What is this MCP server?
- RAG-enabled retrieval through Contextual AI exposed as MCP tools over stdio
- Single-agent mode (AGENT_ID set) and multi-agent mode (omit AGENT_ID)
- PyPI package contextual-mcp-server v0.1.0 with required API_KEY
- Published server schema 2025-09-29 for registry-compatible manifests
- Server version 0.1.0 on PyPI identifier contextual-mcp-server
- Transport: stdio; registry schema 2025-09-29
- Required env: API_KEY; optional AGENT_ID for single-agent mode only
What problem does it solve?
Agents hallucinate product facts when your real documentation lives outside the model context window.
Who is it for?
Indie builders shipping agent features who already use Contextual AI and want stdio MCP in Claude Code or Cursor.
Skip if: Teams that need zero cloud API keys, self-hosted embeddings only, or GitHub-wide repo browsing without a Contextual AI account.
What do I get? / Deliverables
After registration, the agent can query Contextual AI-backed retrieval so implementation answers cite your governed knowledge base.
- MCP tools that query Contextual AI RAG from your agent session
- Configurable single-agent (with AGENT_ID) or multi-agent routing
Recommended MCP Servers
Journey fit
Canonical shelf is Build because you register this MCP while wiring agent tooling and external AI services into the product stack. Integrations is where RAG-backed MCP servers land—stdio PyPI package plus API keys, not a standalone research-only bookmark.
How it compares
Managed RAG MCP bridge, not a public GitHub reader or a local provenance ledger.
Common Questions / FAQ
Who is contextual-mcp-server for?
Solo and small teams building with agent IDEs who want Contextual AI retrieval inside MCP tool calls.

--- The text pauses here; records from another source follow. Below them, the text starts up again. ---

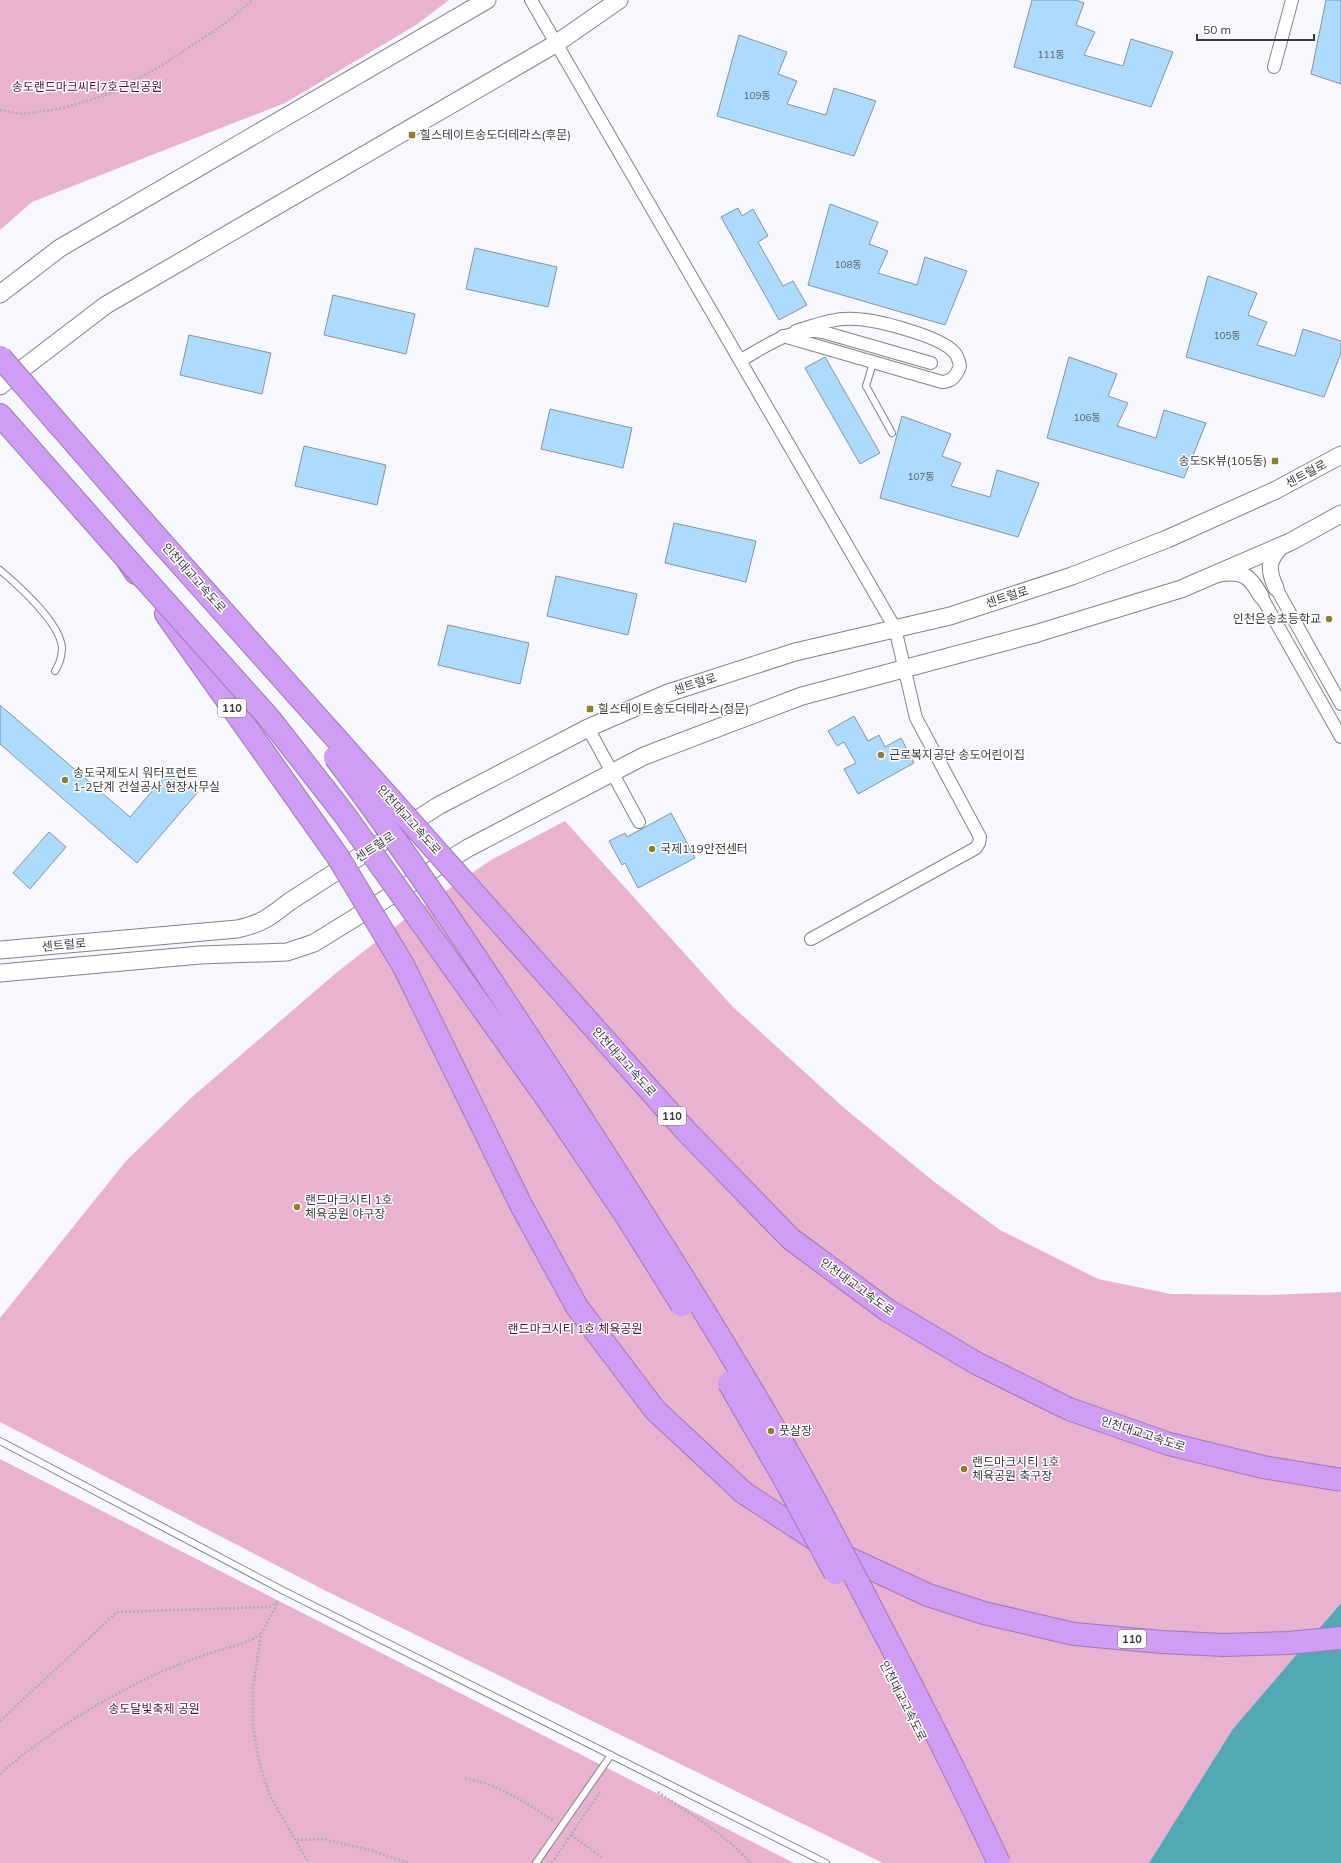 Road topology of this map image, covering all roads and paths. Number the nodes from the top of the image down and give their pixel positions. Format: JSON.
{"nodes":[{"id":1,"x":253,"y":0,"type":"edge"},
{"id":2,"x":487,"y":0,"type":"edge"},
{"id":3,"x":531,"y":0,"type":"edge"},
{"id":4,"x":619,"y":0,"type":"edge"},
{"id":5,"x":1292,"y":0,"type":"edge"},
{"id":6,"x":557,"y":43,"type":"junction"},
{"id":7,"x":1274,"y":67,"type":"dead end"},
{"id":8,"x":0,"y":110,"type":"edge"},
{"id":9,"x":0,"y":294,"type":"edge"},
{"id":10,"x":796,"y":331,"type":"junction"},
{"id":11,"x":783,"y":336,"type":"junction"},
{"id":12,"x":0,"y":357,"type":"edge"},
{"id":13,"x":741,"y":360,"type":"junction"},
{"id":14,"x":873,"y":362,"type":"junction"},
{"id":15,"x":931,"y":363,"type":"dead end"},
{"id":16,"x":0,"y":386,"type":"edge"},
{"id":17,"x":0,"y":415,"type":"edge"},
{"id":18,"x":892,"y":433,"type":"dead end"},
{"id":19,"x":1341,"y":455,"type":"edge"},
{"id":20,"x":1341,"y":514,"type":"edge"},
{"id":21,"x":154,"y":534,"type":"junction"},
{"id":22,"x":1283,"y":545,"type":"junction"},
{"id":23,"x":126,"y":558,"type":"junction"},
{"id":24,"x":0,"y":570,"type":"edge"},
{"id":25,"x":1212,"y":575,"type":"junction"},
{"id":26,"x":1276,"y":588,"type":"joint"},
{"id":27,"x":1261,"y":596,"type":"joint"},
{"id":28,"x":895,"y":628,"type":"junction"},
{"id":29,"x":905,"y":668,"type":"junction"},
{"id":30,"x":55,"y":671,"type":"dead end"},
{"id":31,"x":1341,"y":704,"type":"edge"},
{"id":32,"x":588,"y":728,"type":"junction"},
{"id":33,"x":1341,"y":737,"type":"edge"},
{"id":34,"x":612,"y":773,"type":"junction"},
{"id":35,"x":639,"y":822,"type":"dead end"},
{"id":36,"x":811,"y":939,"type":"dead end"},
{"id":37,"x":0,"y":950,"type":"edge"},
{"id":38,"x":0,"y":973,"type":"edge"},
{"id":39,"x":0,"y":1441,"type":"edge"},
{"id":40,"x":1341,"y":1480,"type":"edge"},
{"id":41,"x":284,"y":1591,"type":"junction"},
{"id":42,"x":278,"y":1601,"type":"junction"},
{"id":43,"x":262,"y":1633,"type":"junction"},
{"id":44,"x":1341,"y":1638,"type":"edge"},
{"id":45,"x":0,"y":1721,"type":"edge"},
{"id":46,"x":611,"y":1755,"type":"junction"},
{"id":47,"x":0,"y":1774,"type":"edge"},
{"id":48,"x":465,"y":1778,"type":"dead end"},
{"id":49,"x":604,"y":1786,"type":"dead end"},
{"id":50,"x":658,"y":1792,"type":"dead end"},
{"id":51,"x":554,"y":1821,"type":"dead end"},
{"id":52,"x":571,"y":1835,"type":"junction"},
{"id":53,"x":297,"y":1840,"type":"junction"},
{"id":54,"x":603,"y":1858,"type":"dead end"},
{"id":55,"x":309,"y":1863,"type":"edge"},
{"id":56,"x":409,"y":1863,"type":"edge"},
{"id":57,"x":536,"y":1863,"type":"edge"},
{"id":58,"x":552,"y":1863,"type":"edge"},
{"id":59,"x":751,"y":1863,"type":"edge"},
{"id":60,"x":826,"y":1863,"type":"edge"},
{"id":61,"x":984,"y":1863,"type":"edge"},
{"id":62,"x":999,"y":1863,"type":"edge"}],
"edges":[{"from":1,"to":8,"type":"path"},
{"from":2,"to":9,"type":"main road"},
{"from":3,"to":6,"type":"street"},
{"from":4,"to":6,"type":"main road"},
{"from":5,"to":7,"type":"street"},
{"from":6,"to":13,"type":"street"},
{"from":6,"to":16,"type":"main road"},
{"from":10,"to":11,"type":"street"},
{"from":10,"to":14,"type":"street"},
{"from":10,"to":15,"type":"street"},
{"from":11,"to":13,"type":"street"},
{"from":11,"to":14,"type":"street"},
{"from":12,"to":21,"type":"highway","name":"인천대교고속도로","number":"110","bridge":true},
{"from":13,"to":28,"type":"street"},
{"from":14,"to":18,"type":"lane"},
{"from":17,"to":23,"type":"highway","name":"인천대교고속도로","number":"110"},
{"from":19,"to":28,"type":"main road","name":"센트럴로"},
{"from":20,"to":22,"type":"main road","name":"센트럴로"},
{"from":21,"to":40,"type":"highway","name":"인천대교고속도로","number":"110","bridge":true},
{"from":21,"to":62,"type":"highway","name":"인천대교고속도로","bridge":true},
{"from":22,"to":25,"type":"main road","name":"센트럴로"},
{"from":22,"to":26,"type":"street"},
{"from":23,"to":44,"type":"highway","name":"인천대교고속도로","number":"110","bridge":true},
{"from":23,"to":61,"type":"highway","name":"인천대교고속도로","bridge":true},
{"from":24,"to":30,"type":"lane"},
{"from":25,"to":27,"type":"street"},
{"from":25,"to":29,"type":"main road","name":"센트럴로"},
{"from":26,"to":31,"type":"street"},
{"from":27,"to":33,"type":"street"},
{"from":28,"to":29,"type":"street"},
{"from":28,"to":32,"type":"main road","name":"센트럴로"},
{"from":29,"to":34,"type":"main road","name":"센트럴로"},
{"from":29,"to":36,"type":"street"},
{"from":32,"to":34,"type":"street"},
{"from":32,"to":37,"type":"main road","name":"센트럴로"},
{"from":34,"to":35,"type":"street"},
{"from":34,"to":38,"type":"main road","name":"센트럴로"},
{"from":39,"to":41,"type":"lane"},
{"from":41,"to":42,"type":"path"},
{"from":41,"to":46,"type":"lane"},
{"from":42,"to":43,"type":"path"},
{"from":42,"to":45,"type":"path"},
{"from":43,"to":47,"type":"path"},
{"from":43,"to":53,"type":"path"},
{"from":46,"to":57,"type":"lane"},
{"from":46,"to":60,"type":"lane"},
{"from":48,"to":51,"type":"path"},
{"from":49,"to":52,"type":"path"},
{"from":50,"to":59,"type":"path"},
{"from":52,"to":54,"type":"path"},
{"from":52,"to":58,"type":"path"},
{"from":53,"to":55,"type":"path"},
{"from":53,"to":56,"type":"path"}]}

When should I use contextual-mcp-server?
Use it during Build when you integrate external knowledge into the agent workflow and have a Contextual AI API key ready.
How do I add contextual-mcp-server to my agent?
Install the PyPI package contextual-mcp-server, configure stdio transport, set API_KEY, set AGENT_ID only for single-agent mode, then register the server in your MCP client.